■ **ACTIVITY**
After locating the line that holds "Task: Describe the", transcribe it and each following line to the end of the records, changing nothing and adding nothing.

(Dataset entries)
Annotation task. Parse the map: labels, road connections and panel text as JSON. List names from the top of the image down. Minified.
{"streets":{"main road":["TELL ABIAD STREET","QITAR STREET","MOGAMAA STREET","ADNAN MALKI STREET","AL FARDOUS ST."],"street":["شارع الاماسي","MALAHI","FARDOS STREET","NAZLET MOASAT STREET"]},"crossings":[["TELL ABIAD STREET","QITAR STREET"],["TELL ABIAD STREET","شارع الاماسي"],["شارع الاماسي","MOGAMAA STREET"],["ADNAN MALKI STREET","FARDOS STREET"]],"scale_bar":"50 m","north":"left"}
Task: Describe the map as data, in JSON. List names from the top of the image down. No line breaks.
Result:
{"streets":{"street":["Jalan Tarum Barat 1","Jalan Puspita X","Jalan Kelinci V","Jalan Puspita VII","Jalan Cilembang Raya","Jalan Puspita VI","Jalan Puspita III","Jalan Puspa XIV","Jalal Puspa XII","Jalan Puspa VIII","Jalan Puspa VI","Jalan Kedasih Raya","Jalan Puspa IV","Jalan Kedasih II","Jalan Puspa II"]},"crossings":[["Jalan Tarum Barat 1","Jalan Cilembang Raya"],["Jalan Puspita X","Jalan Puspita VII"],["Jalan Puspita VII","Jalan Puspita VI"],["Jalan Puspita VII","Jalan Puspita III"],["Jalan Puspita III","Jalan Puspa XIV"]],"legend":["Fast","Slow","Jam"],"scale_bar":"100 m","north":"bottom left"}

■ **ANSWER FOR THE TASK**
Task: Describe the map as data, in JSON. List names from the top of the image down. No line breaks.
Result:
{"streets":{"street":["Jalan Tarum Barat 1","Jalan Puspita X","Jalan Kelinci V","Jalan Puspita VII","Jalan Cilembang Raya","Jalan Puspita VI","Jalan Puspita III","Jalan Puspa XIV","Jalal Puspa XII","Jalan Puspa VIII","Jalan Puspa VI","Jalan Kedasih Raya","Jalan Puspa IV","Jalan Kedasih II","Jalan Puspa II"]},"crossings":[["Jalan Tarum Barat 1","Jalan Cilembang Raya"],["Jalan Puspita X","Jalan Puspita VII"],["Jalan Puspita VII","Jalan Puspita VI"],["Jalan Puspita VII","Jalan Puspita III"],["Jalan Puspita III","Jalan Puspa XIV"]],"legend":["Fast","Slow","Jam"],"scale_bar":"100 m","north":"bottom left"}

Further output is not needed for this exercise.